US Courts Rein in Regulator

The SEC Private Fund Adviser Rules were struck down by the US Court of Appeals for the Fifth Circuit on 5 June. The court’s ruling can be found here.  Also, Appendix 3 in the report: “Dueling Court Briefs: The SEC’s Private Fund Adviser Rules,” has a summary of the opposing positions placed before the court.

“The court struck down the entire package of rules, but it did so on the narrow basis that the SEC lacked the authority to adopt the rules. So, there is still a question of whether the rules were a good thing regardless of whether the SEC had the authority from Congress to adopt them,” Deane maintains.

Now that the SEC rules have been struck down, it’s incumbent on the industry to demonstrate how private ordering can work.  “Can it craft private ordering arrangements — including proper disclosures and resolution of potential conflicts of interest — that are for the benefit not just of the fund sponsors and the fund managers, but also of the fund investors who in turn in many cases have their own beneficiaries, who are ordinary people — firemen, teachers, police?”

Is there some way CFA Institute can help? Deane says he has no illusions that the organization is suddenly going to fill all the information gaps. “We can’t do that, but can we at least contribute to begin to fill in some information.
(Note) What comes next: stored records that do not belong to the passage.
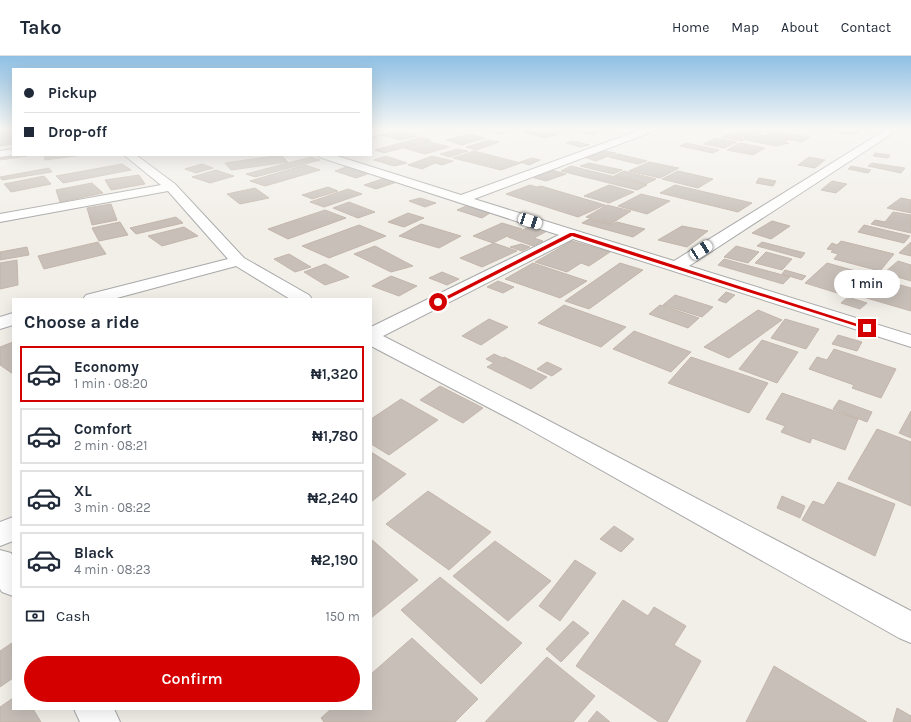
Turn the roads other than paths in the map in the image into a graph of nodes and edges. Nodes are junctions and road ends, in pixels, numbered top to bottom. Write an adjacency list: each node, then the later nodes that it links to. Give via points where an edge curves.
1 (136, 160): 5 (street)
2 (339, 160): 6 (street)
3 (566, 160): 6 (street)
4 (844, 160): 10 (street)
5 (171, 187): 7 (street); 9 (street)
6 (461, 199): 8 (street)
7 (0, 218)
8 (572, 234): 10 (street); 15 (street)
9 (238, 262): 11 (street); 12 (street)
10 (676, 267): 17 (street)
11 (96, 298)
12 (301, 298)
13 (12, 319): 14 (street)
14 (0, 323)
15 (372, 335)
16 (372, 337): 22 (street)
17 (911, 341)
18 (12, 529): 19 (street)
19 (0, 535)
20 (0, 562): 21 (street)
21 (12, 581)
22 (911, 628)
23 (94, 710): 24 (street)
24 (101, 722)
That was a personally motivating thing — I thought that it would be interesting to do.”

CFA Institute Global Membership Survey

CFA Institute conducted its global survey in October 2023 to gather information about investment professionals’ views and practices regarding private markets. The survey represented all members, including those with experience as LPs and GPs. It focused on fundamental governance issues rather than market outlook.

According to Deane, “We asked several questions with a spectrum of options to choose from — basically, things are great, things are terrible, or in between. Most survey respondents picked that middle, moderate response both on their view of how private markets are functioning and their view of what the regulatory and policy intervention should be.”

He says most survey respondents, including LPs and GPs, on balance do support more regulation, but there’s a caveat: regulation should be limited. “They want more disclosure, and they are willing to support regulations to mandate that disclosure.  But they don’t go so far as to say you should forbid a specific practice.”

Most respondents expressed a moderate point of view in assessing private market problems and the need for further regulation. A small majority (51%) said that private market practices can be improved, but the problems are not significant. A similar majority (52%) supported new regulations — but only limited measures. Respondents generally favored required disclosures (or disclosure and consent) rather than outright prohibitions. Turning to specific regulations, substantial majorities favored requirements for GPs to provide annual audits (79%), quarterly statements (70%), and a fairness or valuation opinion of any adviser-led secondary transaction (61%).